Watching Blake Griffin As A Religious Experience

03.16.11 7 years ago 13 Comments
Blake Griffin

Blake Griffin (photo. Rob Hammer)

I was headed to New Jersey. I’m never happy when headed to New Jersey. But this was different.

This wasn’t because I had squeezed my way into a job interview with a small telecommunications company, or because I had got caught doing 90 on the New Jersey Turnpike. Too cheap to buy tickets to see his appearance at the Garden, I was making a mission trip to Jersey (The Promised Land, in this case) to find Blake Griffin salvation. It would be the first and only time I’d get to catch his live show this year. Nets-Clippers in Newark: quite possibly the least sought-after NBA ticket at the beginning of the season, by game time, had completely sold out. It was going to be a spiritual experience.

I put on my Sunday’s best and prepared. A buddy of mine mentioned that we should take the train to the Prudential Center – suggesting the quick trip from Penn Station to Newark on the NJ Transit. I froze. I wasn’t aware that New Jersey had yet developed infrastructure. Halfway through the trip, we felt our ears popped. We had crossed state lines.

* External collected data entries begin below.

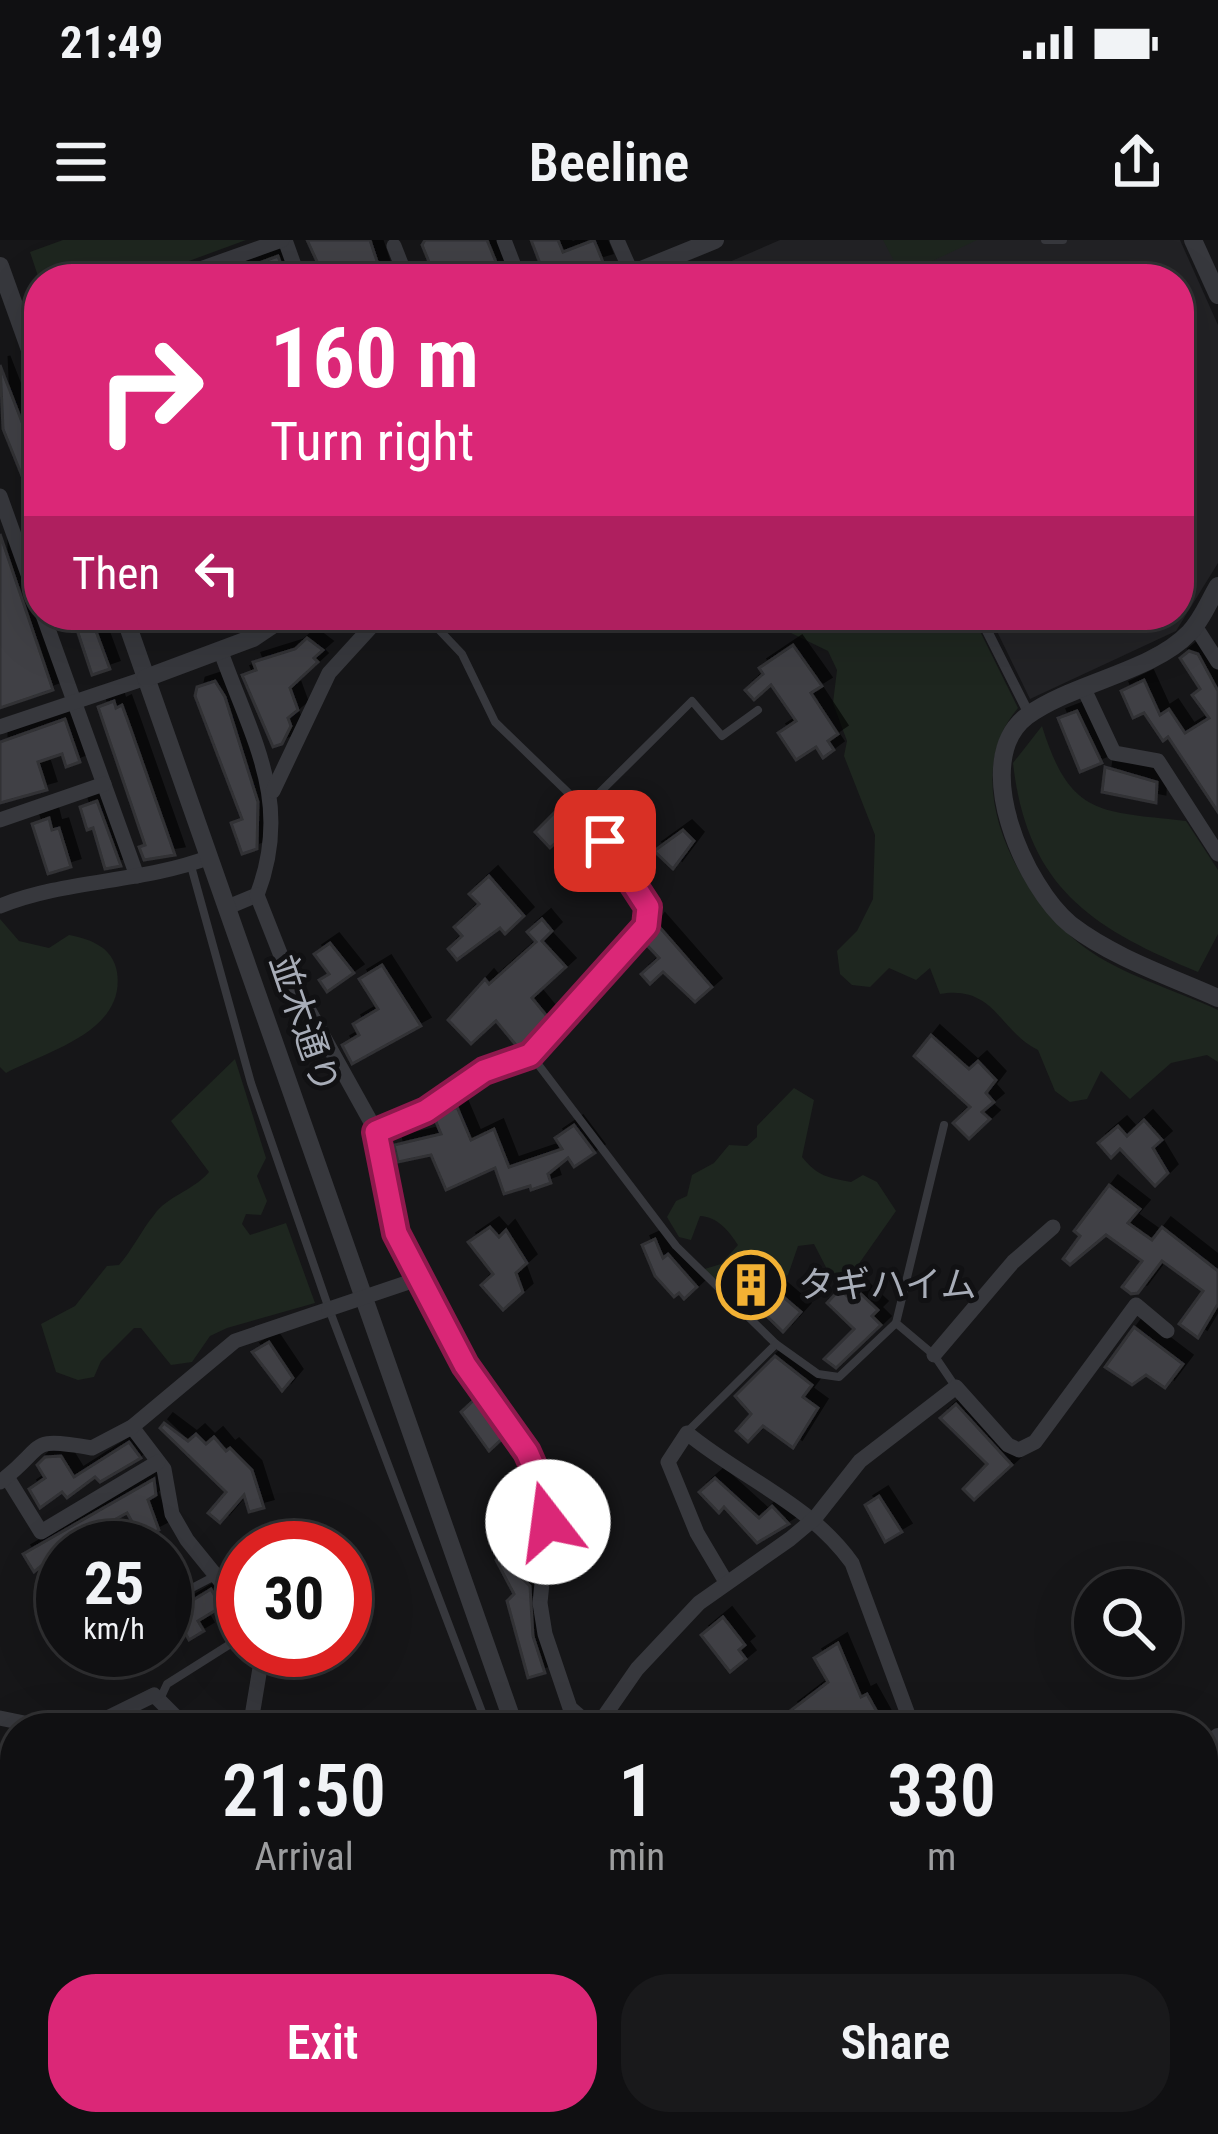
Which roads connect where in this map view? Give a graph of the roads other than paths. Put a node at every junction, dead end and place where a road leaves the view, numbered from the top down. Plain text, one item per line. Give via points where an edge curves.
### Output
1 (284, 240) edge
2 (715, 240) edge
3 (1045, 240) edge
4 (1063, 240) edge
5 (1193, 240) edge
6 (394, 246) dead end
7 (223, 264) edge
8 (401, 264) edge
9 (655, 264) edge
10 (0, 266) edge
11 (1218, 295) edge
12 (24, 333) edge
13 (0, 496) edge
14 (24, 563) edge
15 (1218, 586) edge
16 (1196, 626) joint
17 (48, 630) edge
18 (129, 630) edge
19 (260, 630) edge
20 (368, 630) edge
21 (439, 630) edge
22 (987, 630) edge
23 (1191, 630) edge
24 (221, 652) junction
25 (1218, 662) edge
26 (146, 678) junction
27 (1084, 687) junction
28 (74, 704) junction
29 (758, 710) dead end
30 (1029, 714) junction
31 (0, 727) edge
32 (104, 784) junction
33 (273, 791) junction
34 (584, 808) junction
35 (0, 820) edge
36 (1218, 854) edge
37 (210, 857) junction
38 (190, 865) junction
39 (137, 877) junction
40 (257, 895) junction
41 (0, 906) edge
42 (228, 907) junction
43 (1218, 998) edge
44 (530, 1055) junction
45 (944, 1125) dead end
46 (376, 1132) junction
47 (1053, 1226) dead end
48 (418, 1279) junction
49 (329, 1309) junction
50 (896, 1323) junction
51 (1167, 1331) dead end
52 (776, 1344) junction
53 (934, 1355) junction
54 (956, 1387) junction
55 (131, 1427) junction
56 (687, 1432) junction
57 (158, 1462) junction
58 (3, 1479) edge
59 (815, 1518) junction
60 (214, 1576) junction
61 (216, 1578) edge
62 (726, 1582) junction
63 (192, 1588) edge
64 (216, 1653) edge
65 (258, 1677) edge
66 (161, 1697) junction
67 (114, 1713) edge
68 (174, 1713) edge
69 (252, 1713) edge
70 (482, 1713) edge
71 (509, 1713) edge
72 (576, 1713) edge
73 (605, 1713) edge
74 (908, 1713) edge

1 - 7 street
2 - 9 street
3 - 4 lane
5 - 11 street
6 - 8 street
10 - 12 street
13 - 14 street
15 - 16 street
16 - 25 street
17 - 28 street
18 - 26 street, 並木通り
19 - 24 street
20 - 33 street via 329,673
21 - 34 lane via 462,654 495,722
22 - 30 street
23 - 27 street
24 - 26 street
24 - 33 street
26 - 28 street
26 - 37 street, 並木通り
27 - 30 street
27 - 36 street via 1114,753 1158,761
28 - 31 street
28 - 32 street
29 - 34 lane via 722,736 692,701
30 - 43 street via 1004,746 998,786 1051,902 1096,943
32 - 35 street
32 - 39 street
33 - 40 street via 274,832
34 - 44 lane via 650,915
37 - 38 street
37 - 42 street, 並木通り
38 - 39 street
38 - 49 lane via 251,1083
39 - 41 street
40 - 42 street
40 - 46 street via 287,971
42 - 71 street, 並木通り
44 - 46 lane via 484,1071 426,1111
44 - 52 lane via 676,1246
45 - 50 lane
46 - 48 street via 386,1202
47 - 53 street
48 - 49 street, bridge
48 - 72 street via 542,1486 544,1634
49 - 55 street via 235,1341
49 - 70 lane
50 - 52 lane via 839,1377 818,1374
50 - 53 lane
51 - 54 street via 1136,1305 1035,1442 1019,1450
52 - 56 lane
53 - 54 lane
54 - 59 street via 860,1461
55 - 57 street
55 - 58 street via 92,1448 50,1439
56 - 59 street
56 - 62 street via 668,1462
57 - 58 street via 41,1532
57 - 60 street via 171,1487 172,1514
59 - 62 street
59 - 74 street via 852,1563
60 - 61 street
60 - 63 lane
62 - 73 street via 665,1635
64 - 66 lane via 166,1684
65 - 69 street
66 - 67 street
66 - 68 street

When we got there, I was surprised to see The Pru is such a nice building, especially considering the craphole the Nets played in last year. It’s like one of those southern mega-churches – the perfect backdrop for tonight’s service. Walking to my seat before tip-off, the buzz was already palpable, with Clips No. 32 jerseys littered throughout the stands – like wearing robes and sandals to mass. And it didn’t take long to start the sermon – just 2:20 into the first quarter, Blake Griffin gave us our first miracle.

Mo Williams poked the ball free from Anthony Morrow and I could feel myself smile. I mouthed that magic word…transition. The sound in the building was hitting a crescendo and people started to stand – Blake had just lifted his left arm, pointing to the heavens. And then he was there, his body soaring, our jaws dropping, the ball being caught and thrown through the bucket. The thunder clap sound his dunks make (right before the chorus of “OHHHHH”s) is sick with an awesome chase. It sounds like a car accident, if accidents were good and fun and pure. We all looked around at strangers, exchanging the “is that guy serious?” face. He was serious.

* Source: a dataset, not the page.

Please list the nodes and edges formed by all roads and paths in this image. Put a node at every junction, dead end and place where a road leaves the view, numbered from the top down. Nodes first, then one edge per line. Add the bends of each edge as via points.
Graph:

His second big one in the first was almost better. A nice pick and roll with Mo Gotti left Blake with an open lane and a late-rotating help defender. Slashing to the rim, he showed the ball, pulled it away from a swooping Brook Lopez (looking bigger and dumber than usual) and did the damn thing. Thunder-clap, big “OHHH,” walk away. Miracle #2.

At the half, the scene was frenetic. People were smiling and giving high fives. Babies were laughing. Rainbows formed and all was right in the world. I didn’t know the score, nor did I care. We all thanked Prokhorov for being kind enough to host this Blake Griffin home game. When Griffin sliced through two matador defenders on the break in the third, we almost couldn’t take it. I took in my communion of warm pretzel and light beer and looked for someone to chest bump.

And yes, I know he missed a game-winning free throw attempt, and I know the Clips lost in overtime, but nonetheless, the only show in town Friday night was his. The Nets 20-point comeback, an afterthought. Kris Humphries‘ 19 points and 20 rebounds, forgotten. The Blake Show was on every channel in Newark, and would you want to be the one watching Dr. Phil when the Buddha was on TV?

I came into that night thinking that this would be a religious event – the Church of Griffin, if you will. It had all the bravado of a big-church experience – it had the miracles, it had the flash. But I was wrong. At this point, Blake isn’t a god – not yet, at least. Jordan was a god and gods win games. But Blake Griffin, right now, is a rock star. And he’s coming to a city near you.

If you’ve had the chance to watch The Blake Show live this year, what was your experience like?